Abdulla Abdullaev

Personal information
- Full name: Abdulla Qahramonjon oʻgʻli Abdullayev
- Date of birth: 1 September 1997 (age 28)
- Place of birth: Kurgontepa, Uzbekistan
- Height: 1.83 m (6 ft 0 in)
- Positions: Defender; midfielder;

Team information
- Current team: Neftchi Fergana

Senior career*
- Years: Team / Apps / (Gls)
- 2016: Sementchi / 12 / (0)
- 2017–2021: Bunyodkor / 82 / (2)
- 2022–2023: AGMK / 43 / (2)
- 2023–2024: Khor Fakkan / 21 / (0)
- 2024–2025: Pakhtakor / 25 / (1)
- 2025–2026: Dibba / 10 / (0)
- 2026–: Neftchi Fergana

International career^{‡}
- 2018: Uzbekistan U21 / 3 / (0)
- 2018–2020: Uzbekistan U23 / 14 / (1)
- 2021–: Uzbekistan / 36 / (1)

Medal record
Representing Uzbekistan
CAFA Nations Cup
| Runner-up | 2023 Kyrgyzstan–Uzbekistan | Team |

= Abdulla Abdullaev =

Uzbek footballer (born 1997)

Abdulla Kahramonovich Abdullaev (uz; born 1 September 1997) is an Uzbek professional footballer who plays for Neftchi Ferganaand the Uzbekistan national team.

==Career==
===International===
Abdullaev made his debut for the Uzbekistan main team on 5 September 2021 in a Friendly match against Sweden.
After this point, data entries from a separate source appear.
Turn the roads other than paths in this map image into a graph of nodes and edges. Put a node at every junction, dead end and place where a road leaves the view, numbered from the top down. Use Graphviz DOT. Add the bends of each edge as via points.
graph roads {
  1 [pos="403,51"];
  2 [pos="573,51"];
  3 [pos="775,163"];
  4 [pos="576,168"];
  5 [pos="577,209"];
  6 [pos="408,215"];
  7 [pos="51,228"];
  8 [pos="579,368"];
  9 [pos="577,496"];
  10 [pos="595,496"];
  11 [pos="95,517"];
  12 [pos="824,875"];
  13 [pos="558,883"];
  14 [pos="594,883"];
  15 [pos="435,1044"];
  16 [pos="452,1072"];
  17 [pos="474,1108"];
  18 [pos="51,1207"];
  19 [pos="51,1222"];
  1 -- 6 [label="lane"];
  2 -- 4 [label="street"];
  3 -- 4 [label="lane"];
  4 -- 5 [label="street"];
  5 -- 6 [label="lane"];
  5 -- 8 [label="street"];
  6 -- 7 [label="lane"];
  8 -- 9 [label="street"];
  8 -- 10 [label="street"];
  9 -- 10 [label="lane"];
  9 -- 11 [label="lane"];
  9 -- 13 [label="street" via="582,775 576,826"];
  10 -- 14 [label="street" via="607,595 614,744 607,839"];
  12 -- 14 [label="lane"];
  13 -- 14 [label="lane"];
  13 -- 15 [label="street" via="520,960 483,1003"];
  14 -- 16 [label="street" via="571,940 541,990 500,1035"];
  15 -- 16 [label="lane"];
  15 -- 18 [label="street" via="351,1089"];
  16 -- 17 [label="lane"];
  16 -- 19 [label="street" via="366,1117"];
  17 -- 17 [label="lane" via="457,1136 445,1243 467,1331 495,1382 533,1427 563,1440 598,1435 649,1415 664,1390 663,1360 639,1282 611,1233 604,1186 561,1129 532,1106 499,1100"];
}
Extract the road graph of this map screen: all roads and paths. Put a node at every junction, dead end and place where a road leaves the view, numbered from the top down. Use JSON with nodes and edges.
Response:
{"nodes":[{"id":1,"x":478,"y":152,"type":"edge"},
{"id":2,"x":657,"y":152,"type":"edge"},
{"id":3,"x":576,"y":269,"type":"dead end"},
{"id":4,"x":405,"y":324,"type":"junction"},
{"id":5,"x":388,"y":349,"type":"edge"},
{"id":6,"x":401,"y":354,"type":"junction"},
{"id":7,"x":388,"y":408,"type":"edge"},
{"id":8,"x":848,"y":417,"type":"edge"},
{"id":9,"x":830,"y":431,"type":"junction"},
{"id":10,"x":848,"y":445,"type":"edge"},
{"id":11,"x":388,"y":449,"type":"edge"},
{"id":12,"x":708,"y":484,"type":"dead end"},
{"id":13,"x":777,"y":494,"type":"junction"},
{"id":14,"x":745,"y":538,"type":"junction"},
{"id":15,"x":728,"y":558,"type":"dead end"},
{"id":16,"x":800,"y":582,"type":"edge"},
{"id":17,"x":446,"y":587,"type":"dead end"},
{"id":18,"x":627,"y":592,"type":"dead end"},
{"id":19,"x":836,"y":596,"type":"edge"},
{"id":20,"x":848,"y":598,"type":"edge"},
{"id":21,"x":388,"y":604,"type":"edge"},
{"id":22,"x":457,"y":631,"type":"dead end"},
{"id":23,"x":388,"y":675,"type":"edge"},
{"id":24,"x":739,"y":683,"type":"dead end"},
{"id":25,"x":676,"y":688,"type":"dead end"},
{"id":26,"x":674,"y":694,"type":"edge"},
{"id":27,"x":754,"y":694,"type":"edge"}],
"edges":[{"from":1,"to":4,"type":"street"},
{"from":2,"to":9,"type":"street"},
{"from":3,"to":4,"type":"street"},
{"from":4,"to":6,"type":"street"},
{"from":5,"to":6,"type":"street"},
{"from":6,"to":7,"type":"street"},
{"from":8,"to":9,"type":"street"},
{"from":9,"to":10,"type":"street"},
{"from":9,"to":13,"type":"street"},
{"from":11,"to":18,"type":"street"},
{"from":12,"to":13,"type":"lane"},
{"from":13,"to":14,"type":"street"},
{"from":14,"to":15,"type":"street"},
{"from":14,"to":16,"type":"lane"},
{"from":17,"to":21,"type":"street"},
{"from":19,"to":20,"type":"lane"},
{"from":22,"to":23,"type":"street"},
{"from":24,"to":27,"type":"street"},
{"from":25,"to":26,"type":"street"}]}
Named to the Uzbekistan national team squad for the 2026 FIFA World Cup.

Uzbekistan national team
| Year | Apps | Goals |
| 2021 | 3 | 0 |
| 2022 | 5 | 0 |
| 2023 | 5 | 0 |
| 2024 | 3 | 0 |
| Total | 16 | 0 |

Statistics accurate as of match played 3 February 2024.